Roof leaks can be costly and can have serious drawbacks. A leak on the roof could cause mildew and mold to develop, which could cause death. The leaks in the roof could cause damages to the roof truss.

If you don’t take care to address leaks in your ceiling right away the risk is that your rafters decay and soften. Electrical faults are also prevalent in roof water damage, that can lead to the possibility of an electrical fire.
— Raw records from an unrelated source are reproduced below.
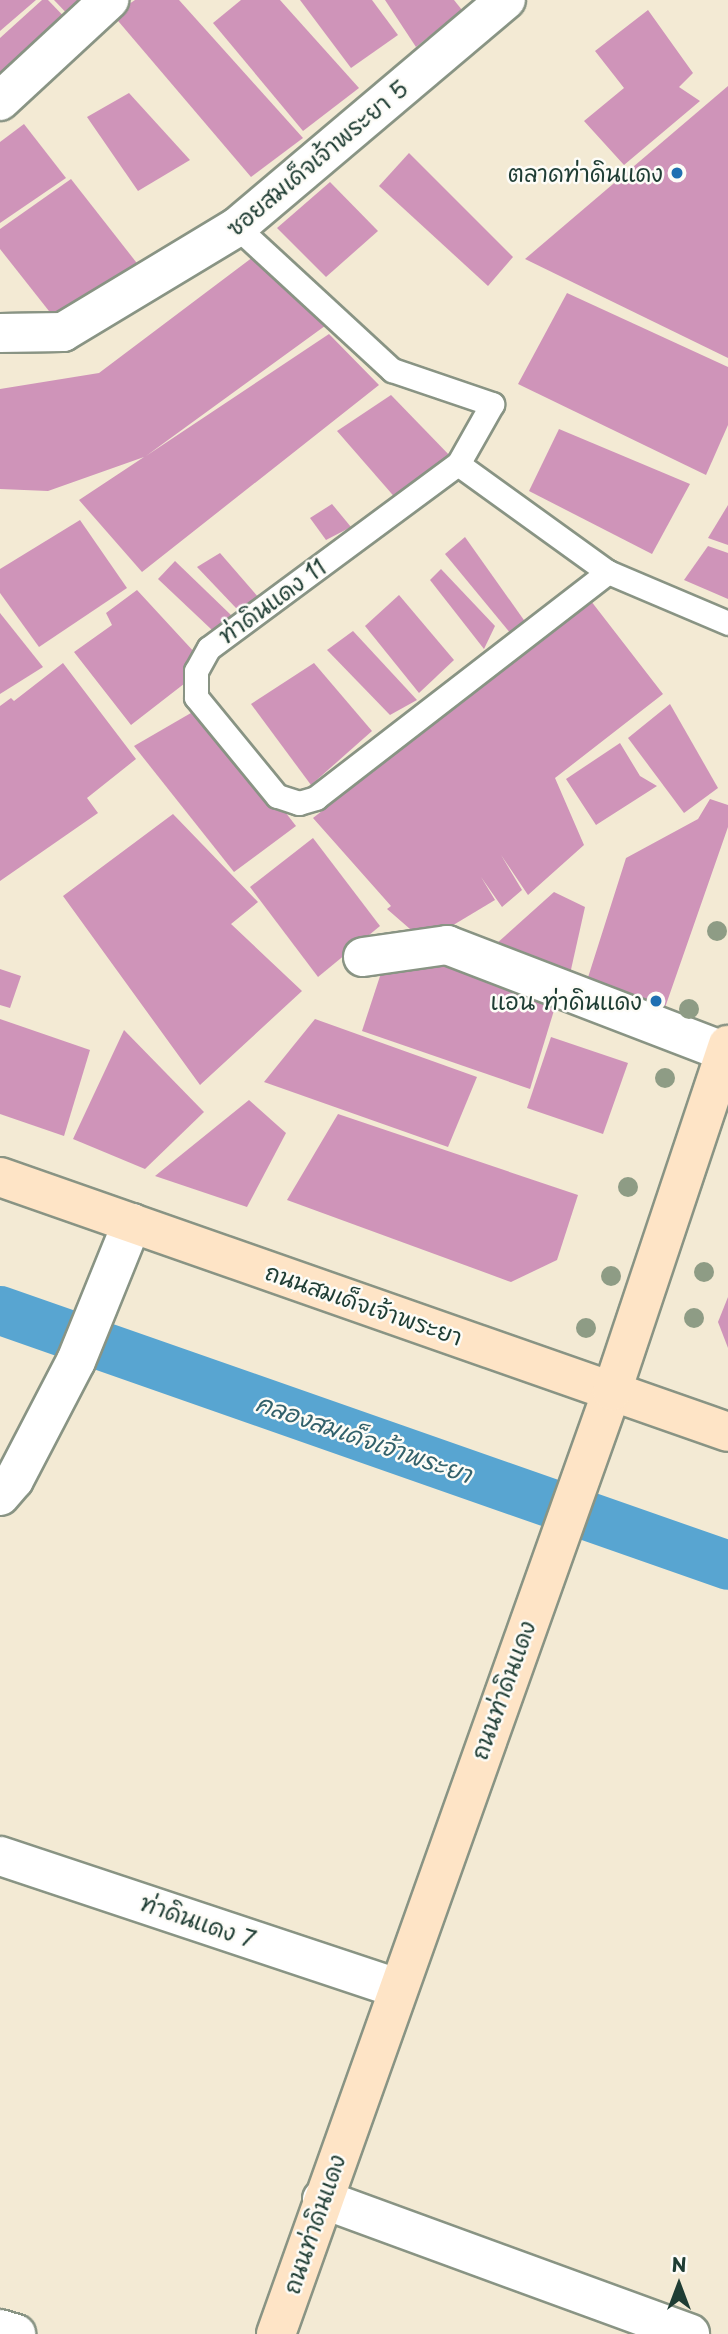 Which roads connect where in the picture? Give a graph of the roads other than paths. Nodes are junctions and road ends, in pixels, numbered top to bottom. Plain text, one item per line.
1 (110, 0) edge
2 (506, 0) edge
3 (0, 101) edge
4 (237, 227) junction
5 (0, 332) edge
6 (458, 464) junction
7 (608, 572) junction
8 (728, 623) edge
9 (363, 957) dead end
10 (727, 1048) edge
11 (0, 1177) edge
12 (132, 1223) junction
13 (612, 1391) junction
14 (728, 1432) edge
15 (0, 1496) edge
16 (0, 1855) edge
17 (396, 1988) junction
18 (323, 2199) junction
19 (0, 2329) edge
20 (16, 2334) edge
21 (276, 2334) edge
22 (690, 2334) edge

1 - 3 street
2 - 4 street, ซอยสมเด็จเจ้าพระยา 5
4 - 5 street, ซอยสมเด็จเจ้าพระยา 5
4 - 6 lane
6 - 7 lane
6 - 7 lane, ท่าดินแดง 11
7 - 8 lane
9 - 10 street
10 - 13 street, ถนนท่าดินแดง
11 - 12 street, ถนนสมเด็จเจ้าพระยา
12 - 13 street, ถนนสมเด็จเจ้าพระยา
12 - 15 street
13 - 14 street, ถนนสมเด็จเจ้าพระยา
13 - 17 street, ถนนท่าดินแดง
16 - 17 street, ท่าดินแดง 7
17 - 18 street, ถนนท่าดินแดง
18 - 21 street, ถนนท่าดินแดง
18 - 22 street
19 - 20 street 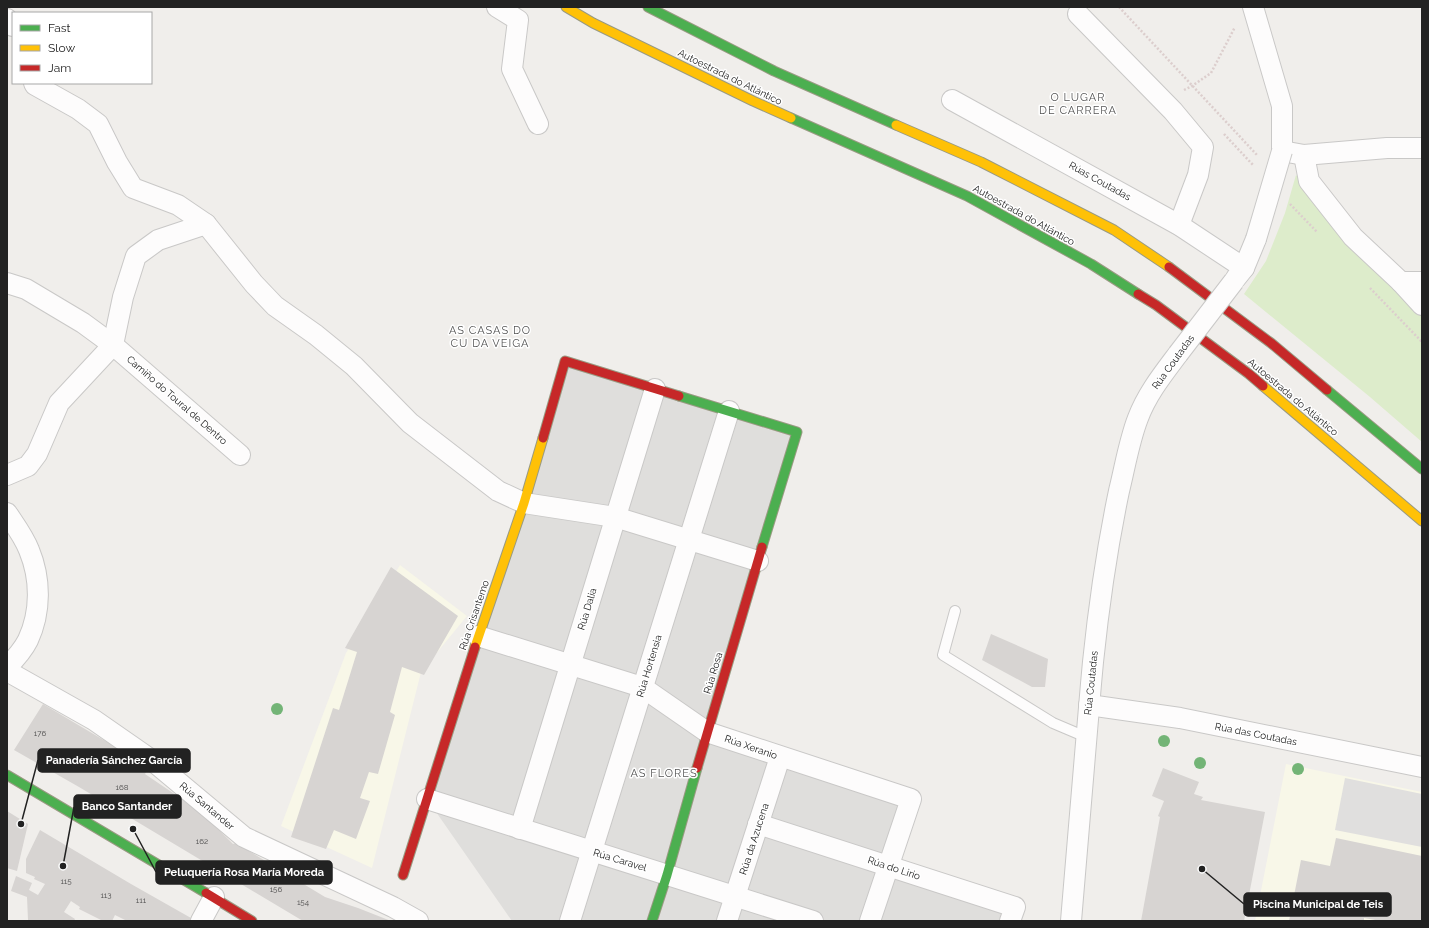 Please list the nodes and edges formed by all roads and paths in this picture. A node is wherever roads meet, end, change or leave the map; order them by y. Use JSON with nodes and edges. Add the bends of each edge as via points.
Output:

All of these are excellent reasons to have roof water damage repaired swiftly after a flood or any other sudden damage.

HVAC Water Damage

Your home could be damaged by structural damage if the HVAC system fails or faulty equipment is installed. Without HVAC you’re exposed to the interior of your business or home to all sorts of issues. The growth of mold can lead to a number of health issues that are very serious.

Pipe water damage

If you have pipe damage due to water, it is likely to be from a ruptured pipe inside your home. Once you have determined that there is an issue, it is important to get professional help to stop the water and make sure it doesn’t lead to structural damage.

The burst of pipes can cause lot of damage. The water can get into your home through broken pipes, which can cause severe damage. This could lead to structural damage.

As soon as you notice damaged water pipes close off the supply of water.

How much does it cost to restore the damage caused by water?

Water damage restoration cost per square foot

Based on the square feet the repair and cleanup costs can vary. The following breakdown of pricing is available from National Flood Services for each square foot

  • Clean water category 1: $3.75/sq. Ft.
  • Category 2 gray water: $4.50/sq. feet.
  • Category 3 black water: $7/sq. Ft.

Does water damage get covered by homeowners’ insurance?

If the cause was accidental and sudden the homeowners insurance policy typically cover the damage. The Insurance Information Institute states that homeowners insurance can cover the repair or replacement of damaged windows but not for damages due to negligence.

Damage from neglect could be described as wear and tear to an object or surface due to exposure, lack of regular maintenance or general wear and tear. According to the American-based Insurance Information Institute, homeowners insurance will not cover damages caused by negligence.

If the water damage results from a flood, the event is not covered under the homeowners insurance. Instead, a flood insurance policy is necessary. In some regions, flood policies are required by mortgage companies. Flooding can occur because of flooding, over-saturated ground, flooding or overflowing bodies of water like lakes, rivers, ponds, streams, oceans in combination with high winds.